# Records shown

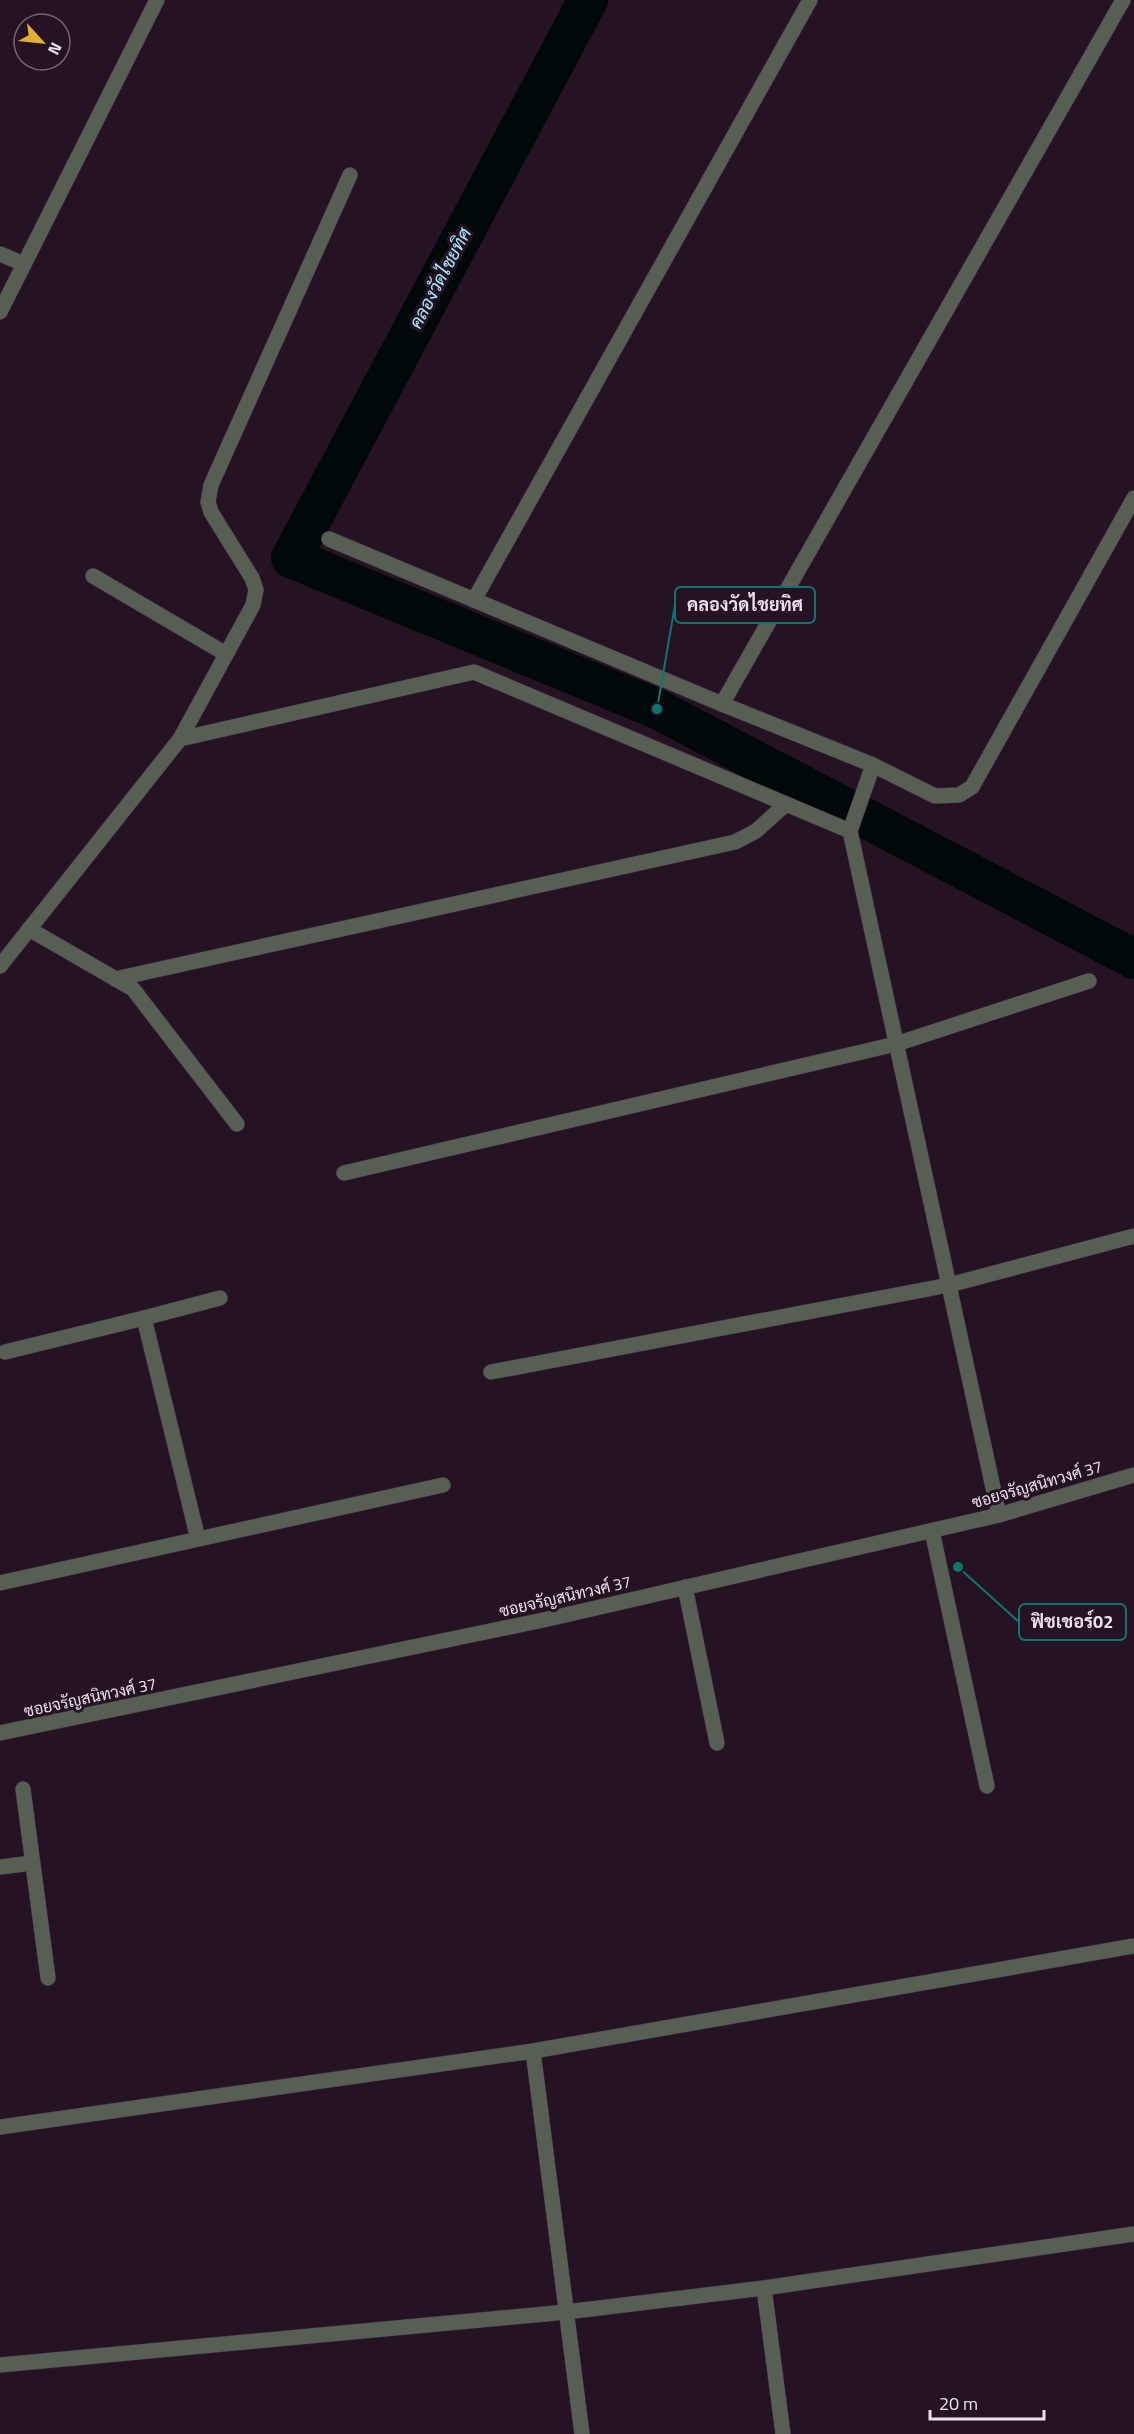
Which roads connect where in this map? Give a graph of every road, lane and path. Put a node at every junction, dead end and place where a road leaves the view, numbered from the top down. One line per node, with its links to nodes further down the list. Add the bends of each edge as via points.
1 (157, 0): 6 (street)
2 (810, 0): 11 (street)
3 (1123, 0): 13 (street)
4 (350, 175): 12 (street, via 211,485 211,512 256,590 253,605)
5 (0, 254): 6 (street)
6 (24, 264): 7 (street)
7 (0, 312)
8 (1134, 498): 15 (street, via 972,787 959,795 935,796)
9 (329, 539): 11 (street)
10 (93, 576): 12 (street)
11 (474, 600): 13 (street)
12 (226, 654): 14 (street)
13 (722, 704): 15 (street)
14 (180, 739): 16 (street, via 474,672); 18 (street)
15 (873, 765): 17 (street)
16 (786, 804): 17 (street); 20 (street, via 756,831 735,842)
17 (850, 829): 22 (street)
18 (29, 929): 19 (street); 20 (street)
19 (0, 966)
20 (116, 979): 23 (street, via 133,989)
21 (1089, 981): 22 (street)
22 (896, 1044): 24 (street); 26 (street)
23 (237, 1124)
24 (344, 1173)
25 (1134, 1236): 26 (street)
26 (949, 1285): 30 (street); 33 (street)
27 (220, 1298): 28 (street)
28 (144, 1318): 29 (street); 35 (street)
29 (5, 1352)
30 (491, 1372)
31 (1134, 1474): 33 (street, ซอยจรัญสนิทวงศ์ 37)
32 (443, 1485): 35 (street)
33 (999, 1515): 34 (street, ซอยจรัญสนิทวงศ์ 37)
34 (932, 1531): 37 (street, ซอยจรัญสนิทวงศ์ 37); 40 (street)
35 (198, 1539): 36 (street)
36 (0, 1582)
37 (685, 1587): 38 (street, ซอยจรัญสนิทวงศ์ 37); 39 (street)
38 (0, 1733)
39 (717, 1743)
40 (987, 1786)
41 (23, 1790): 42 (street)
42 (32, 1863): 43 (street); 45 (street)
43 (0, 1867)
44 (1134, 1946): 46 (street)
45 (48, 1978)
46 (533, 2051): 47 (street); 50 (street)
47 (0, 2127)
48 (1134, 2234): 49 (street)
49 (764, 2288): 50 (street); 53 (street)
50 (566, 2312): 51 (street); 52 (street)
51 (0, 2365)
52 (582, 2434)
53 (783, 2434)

# Aim of the task
Each record, word for word, should be printed again without its pictures.

# Solution below
Which roads connect where in this map? Give a graph of every road, lane and path. Put a node at every junction, dead end and place where a road leaves the view, numbered from the top down. One line per node, with its links to nodes further down the list. Add the bends of each edge as via points.
1 (157, 0): 6 (street)
2 (810, 0): 11 (street)
3 (1123, 0): 13 (street)
4 (350, 175): 12 (street, via 211,485 211,512 256,590 253,605)
5 (0, 254): 6 (street)
6 (24, 264): 7 (street)
7 (0, 312)
8 (1134, 498): 15 (street, via 972,787 959,795 935,796)
9 (329, 539): 11 (street)
10 (93, 576): 12 (street)
11 (474, 600): 13 (street)
12 (226, 654): 14 (street)
13 (722, 704): 15 (street)
14 (180, 739): 16 (street, via 474,672); 18 (street)
15 (873, 765): 17 (street)
16 (786, 804): 17 (street); 20 (street, via 756,831 735,842)
17 (850, 829): 22 (street)
18 (29, 929): 19 (street); 20 (street)
19 (0, 966)
20 (116, 979): 23 (street, via 133,989)
21 (1089, 981): 22 (street)
22 (896, 1044): 24 (street); 26 (street)
23 (237, 1124)
24 (344, 1173)
25 (1134, 1236): 26 (street)
26 (949, 1285): 30 (street); 33 (street)
27 (220, 1298): 28 (street)
28 (144, 1318): 29 (street); 35 (street)
29 (5, 1352)
30 (491, 1372)
31 (1134, 1474): 33 (street, ซอยจรัญสนิทวงศ์ 37)
32 (443, 1485): 35 (street)
33 (999, 1515): 34 (street, ซอยจรัญสนิทวงศ์ 37)
34 (932, 1531): 37 (street, ซอยจรัญสนิทวงศ์ 37); 40 (street)
35 (198, 1539): 36 (street)
36 (0, 1582)
37 (685, 1587): 38 (street, ซอยจรัญสนิทวงศ์ 37); 39 (street)
38 (0, 1733)
39 (717, 1743)
40 (987, 1786)
41 (23, 1790): 42 (street)
42 (32, 1863): 43 (street); 45 (street)
43 (0, 1867)
44 (1134, 1946): 46 (street)
45 (48, 1978)
46 (533, 2051): 47 (street); 50 (street)
47 (0, 2127)
48 (1134, 2234): 49 (street)
49 (764, 2288): 50 (street); 53 (street)
50 (566, 2312): 51 (street); 52 (street)
51 (0, 2365)
52 (582, 2434)
53 (783, 2434)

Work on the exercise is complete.